Content starts

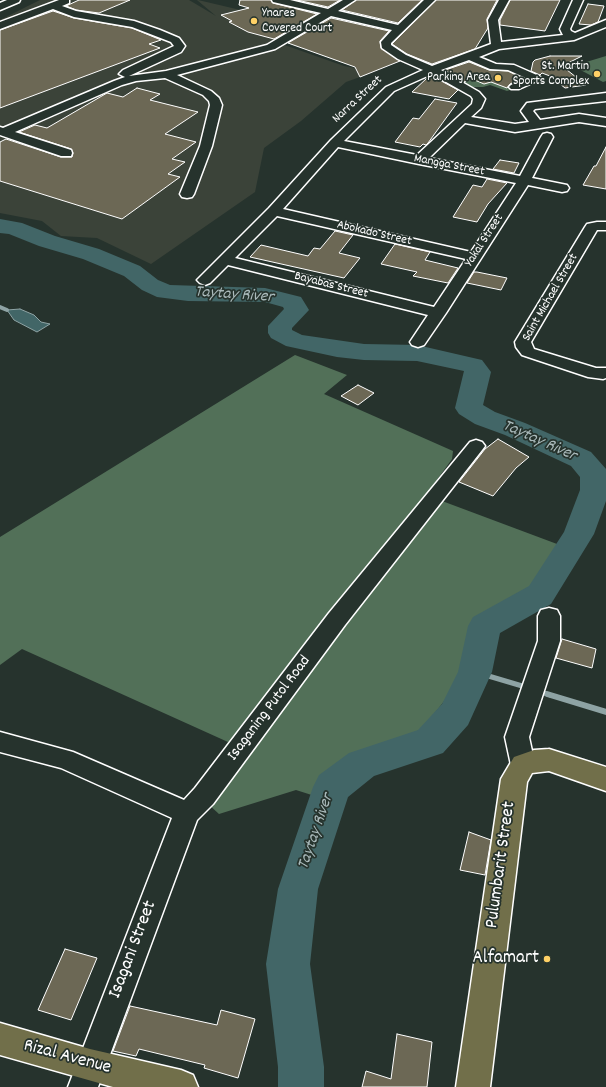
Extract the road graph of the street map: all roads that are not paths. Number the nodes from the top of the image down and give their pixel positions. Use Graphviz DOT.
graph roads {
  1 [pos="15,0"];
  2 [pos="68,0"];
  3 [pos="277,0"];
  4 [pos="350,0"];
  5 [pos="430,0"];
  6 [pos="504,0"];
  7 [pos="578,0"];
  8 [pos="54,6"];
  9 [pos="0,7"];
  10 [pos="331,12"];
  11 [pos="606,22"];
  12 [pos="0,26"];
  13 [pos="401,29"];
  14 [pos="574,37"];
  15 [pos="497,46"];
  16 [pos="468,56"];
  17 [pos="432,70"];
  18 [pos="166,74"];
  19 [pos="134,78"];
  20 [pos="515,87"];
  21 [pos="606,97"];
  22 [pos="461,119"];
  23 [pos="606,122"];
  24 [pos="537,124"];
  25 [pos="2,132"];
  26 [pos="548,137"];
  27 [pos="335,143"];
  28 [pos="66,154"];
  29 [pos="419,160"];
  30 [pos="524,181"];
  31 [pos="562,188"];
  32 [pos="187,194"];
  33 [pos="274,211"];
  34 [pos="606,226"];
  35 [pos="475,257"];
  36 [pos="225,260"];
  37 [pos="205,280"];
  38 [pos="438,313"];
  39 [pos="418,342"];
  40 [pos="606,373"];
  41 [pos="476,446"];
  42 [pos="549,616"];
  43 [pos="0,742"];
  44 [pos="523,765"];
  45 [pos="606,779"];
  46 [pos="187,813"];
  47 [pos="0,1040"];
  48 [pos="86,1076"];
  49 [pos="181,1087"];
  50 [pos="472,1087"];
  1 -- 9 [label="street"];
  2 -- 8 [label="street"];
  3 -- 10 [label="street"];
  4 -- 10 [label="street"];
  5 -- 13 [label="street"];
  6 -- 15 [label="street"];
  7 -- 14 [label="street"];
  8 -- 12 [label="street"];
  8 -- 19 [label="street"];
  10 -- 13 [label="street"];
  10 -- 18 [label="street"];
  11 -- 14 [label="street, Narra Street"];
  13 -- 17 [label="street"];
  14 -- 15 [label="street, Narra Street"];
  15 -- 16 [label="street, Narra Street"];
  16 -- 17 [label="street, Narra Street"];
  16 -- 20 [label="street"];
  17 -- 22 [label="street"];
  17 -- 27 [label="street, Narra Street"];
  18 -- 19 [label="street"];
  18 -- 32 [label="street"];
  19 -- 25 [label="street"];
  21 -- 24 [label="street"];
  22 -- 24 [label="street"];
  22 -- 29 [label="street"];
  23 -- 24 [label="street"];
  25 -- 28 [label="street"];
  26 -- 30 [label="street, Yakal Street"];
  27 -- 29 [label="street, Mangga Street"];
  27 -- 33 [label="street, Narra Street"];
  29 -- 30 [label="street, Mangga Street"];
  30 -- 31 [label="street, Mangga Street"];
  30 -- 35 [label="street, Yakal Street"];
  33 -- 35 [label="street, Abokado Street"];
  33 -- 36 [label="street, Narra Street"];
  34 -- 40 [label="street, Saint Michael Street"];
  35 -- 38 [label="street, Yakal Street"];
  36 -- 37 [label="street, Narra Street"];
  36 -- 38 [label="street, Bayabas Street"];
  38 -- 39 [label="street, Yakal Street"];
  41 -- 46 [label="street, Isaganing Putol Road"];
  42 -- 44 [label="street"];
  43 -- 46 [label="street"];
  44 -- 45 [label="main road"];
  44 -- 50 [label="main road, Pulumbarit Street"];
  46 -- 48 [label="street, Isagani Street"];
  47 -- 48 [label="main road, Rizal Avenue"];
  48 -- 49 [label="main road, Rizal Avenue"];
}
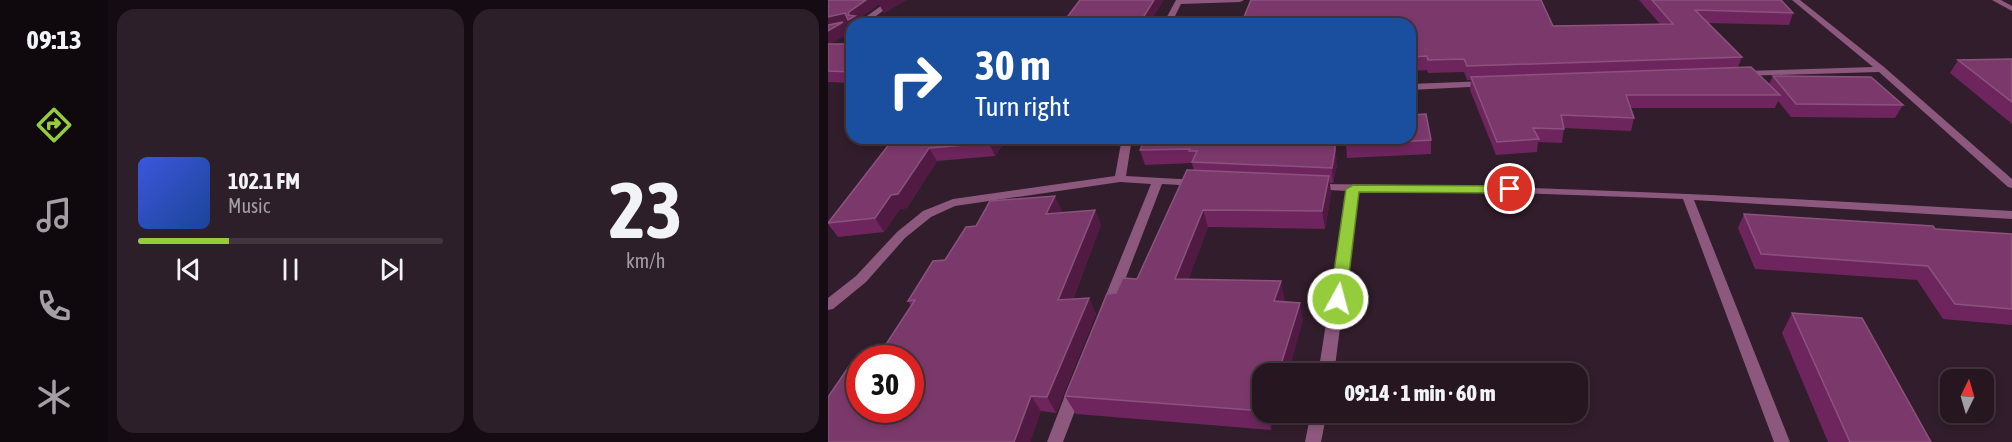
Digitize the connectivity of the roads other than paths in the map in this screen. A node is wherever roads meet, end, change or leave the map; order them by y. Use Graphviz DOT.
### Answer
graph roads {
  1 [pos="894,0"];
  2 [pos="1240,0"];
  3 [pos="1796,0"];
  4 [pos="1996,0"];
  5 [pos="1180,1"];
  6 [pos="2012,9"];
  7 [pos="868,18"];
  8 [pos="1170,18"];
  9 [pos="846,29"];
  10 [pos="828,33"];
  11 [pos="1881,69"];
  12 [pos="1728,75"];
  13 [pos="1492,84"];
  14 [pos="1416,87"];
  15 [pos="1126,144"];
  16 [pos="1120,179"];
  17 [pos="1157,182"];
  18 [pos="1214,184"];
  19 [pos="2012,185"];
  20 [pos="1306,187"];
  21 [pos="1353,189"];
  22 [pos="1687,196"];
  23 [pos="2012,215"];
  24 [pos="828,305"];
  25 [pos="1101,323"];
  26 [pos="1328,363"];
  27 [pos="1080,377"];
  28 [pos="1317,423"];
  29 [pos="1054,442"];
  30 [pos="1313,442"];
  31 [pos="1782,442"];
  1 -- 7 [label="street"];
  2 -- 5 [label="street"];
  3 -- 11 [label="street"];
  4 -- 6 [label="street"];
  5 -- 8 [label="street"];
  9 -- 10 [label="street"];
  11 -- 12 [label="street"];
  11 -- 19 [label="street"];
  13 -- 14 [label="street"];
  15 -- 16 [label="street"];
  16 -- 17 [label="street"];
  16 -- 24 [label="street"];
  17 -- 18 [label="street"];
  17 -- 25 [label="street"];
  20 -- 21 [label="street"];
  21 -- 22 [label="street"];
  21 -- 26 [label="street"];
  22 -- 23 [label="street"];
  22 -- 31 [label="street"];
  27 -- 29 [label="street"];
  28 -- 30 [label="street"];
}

Content ends

Hand back the records above exactly, leaving out every picture.

• **Written solution**:
Extract the road graph of the street map: all roads that are not paths. Number the nodes from the top of the image down and give their pixel positions. Use Graphviz DOT.
graph roads {
  1 [pos="15,0"];
  2 [pos="68,0"];
  3 [pos="277,0"];
  4 [pos="350,0"];
  5 [pos="430,0"];
  6 [pos="504,0"];
  7 [pos="578,0"];
  8 [pos="54,6"];
  9 [pos="0,7"];
  10 [pos="331,12"];
  11 [pos="606,22"];
  12 [pos="0,26"];
  13 [pos="401,29"];
  14 [pos="574,37"];
  15 [pos="497,46"];
  16 [pos="468,56"];
  17 [pos="432,70"];
  18 [pos="166,74"];
  19 [pos="134,78"];
  20 [pos="515,87"];
  21 [pos="606,97"];
  22 [pos="461,119"];
  23 [pos="606,122"];
  24 [pos="537,124"];
  25 [pos="2,132"];
  26 [pos="548,137"];
  27 [pos="335,143"];
  28 [pos="66,154"];
  29 [pos="419,160"];
  30 [pos="524,181"];
  31 [pos="562,188"];
  32 [pos="187,194"];
  33 [pos="274,211"];
  34 [pos="606,226"];
  35 [pos="475,257"];
  36 [pos="225,260"];
  37 [pos="205,280"];
  38 [pos="438,313"];
  39 [pos="418,342"];
  40 [pos="606,373"];
  41 [pos="476,446"];
  42 [pos="549,616"];
  43 [pos="0,742"];
  44 [pos="523,765"];
  45 [pos="606,779"];
  46 [pos="187,813"];
  47 [pos="0,1040"];
  48 [pos="86,1076"];
  49 [pos="181,1087"];
  50 [pos="472,1087"];
  1 -- 9 [label="street"];
  2 -- 8 [label="street"];
  3 -- 10 [label="street"];
  4 -- 10 [label="street"];
  5 -- 13 [label="street"];
  6 -- 15 [label="street"];
  7 -- 14 [label="street"];
  8 -- 12 [label="street"];
  8 -- 19 [label="street"];
  10 -- 13 [label="street"];
  10 -- 18 [label="street"];
  11 -- 14 [label="street, Narra Street"];
  13 -- 17 [label="street"];
  14 -- 15 [label="street, Narra Street"];
  15 -- 16 [label="street, Narra Street"];
  16 -- 17 [label="street, Narra Street"];
  16 -- 20 [label="street"];
  17 -- 22 [label="street"];
  17 -- 27 [label="street, Narra Street"];
  18 -- 19 [label="street"];
  18 -- 32 [label="street"];
  19 -- 25 [label="street"];
  21 -- 24 [label="street"];
  22 -- 24 [label="street"];
  22 -- 29 [label="street"];
  23 -- 24 [label="street"];
  25 -- 28 [label="street"];
  26 -- 30 [label="street, Yakal Street"];
  27 -- 29 [label="street, Mangga Street"];
  27 -- 33 [label="street, Narra Street"];
  29 -- 30 [label="street, Mangga Street"];
  30 -- 31 [label="street, Mangga Street"];
  30 -- 35 [label="street, Yakal Street"];
  33 -- 35 [label="street, Abokado Street"];
  33 -- 36 [label="street, Narra Street"];
  34 -- 40 [label="street, Saint Michael Street"];
  35 -- 38 [label="street, Yakal Street"];
  36 -- 37 [label="street, Narra Street"];
  36 -- 38 [label="street, Bayabas Street"];
  38 -- 39 [label="street, Yakal Street"];
  41 -- 46 [label="street, Isaganing Putol Road"];
  42 -- 44 [label="street"];
  43 -- 46 [label="street"];
  44 -- 45 [label="main road"];
  44 -- 50 [label="main road, Pulumbarit Street"];
  46 -- 48 [label="street, Isagani Street"];
  47 -- 48 [label="main road, Rizal Avenue"];
  48 -- 49 [label="main road, Rizal Avenue"];
}
Digitize the connectivity of the roads other than paths in the map in this screen. A node is wherever roads meet, end, change or leave the map; order them by y. Use Graphviz DOT.
### Answer
graph roads {
  1 [pos="894,0"];
  2 [pos="1240,0"];
  3 [pos="1796,0"];
  4 [pos="1996,0"];
  5 [pos="1180,1"];
  6 [pos="2012,9"];
  7 [pos="868,18"];
  8 [pos="1170,18"];
  9 [pos="846,29"];
  10 [pos="828,33"];
  11 [pos="1881,69"];
  12 [pos="1728,75"];
  13 [pos="1492,84"];
  14 [pos="1416,87"];
  15 [pos="1126,144"];
  16 [pos="1120,179"];
  17 [pos="1157,182"];
  18 [pos="1214,184"];
  19 [pos="2012,185"];
  20 [pos="1306,187"];
  21 [pos="1353,189"];
  22 [pos="1687,196"];
  23 [pos="2012,215"];
  24 [pos="828,305"];
  25 [pos="1101,323"];
  26 [pos="1328,363"];
  27 [pos="1080,377"];
  28 [pos="1317,423"];
  29 [pos="1054,442"];
  30 [pos="1313,442"];
  31 [pos="1782,442"];
  1 -- 7 [label="street"];
  2 -- 5 [label="street"];
  3 -- 11 [label="street"];
  4 -- 6 [label="street"];
  5 -- 8 [label="street"];
  9 -- 10 [label="street"];
  11 -- 12 [label="street"];
  11 -- 19 [label="street"];
  13 -- 14 [label="street"];
  15 -- 16 [label="street"];
  16 -- 17 [label="street"];
  16 -- 24 [label="street"];
  17 -- 18 [label="street"];
  17 -- 25 [label="street"];
  20 -- 21 [label="street"];
  21 -- 22 [label="street"];
  21 -- 26 [label="street"];
  22 -- 23 [label="street"];
  22 -- 31 [label="street"];
  27 -- 29 [label="street"];
  28 -- 30 [label="street"];
}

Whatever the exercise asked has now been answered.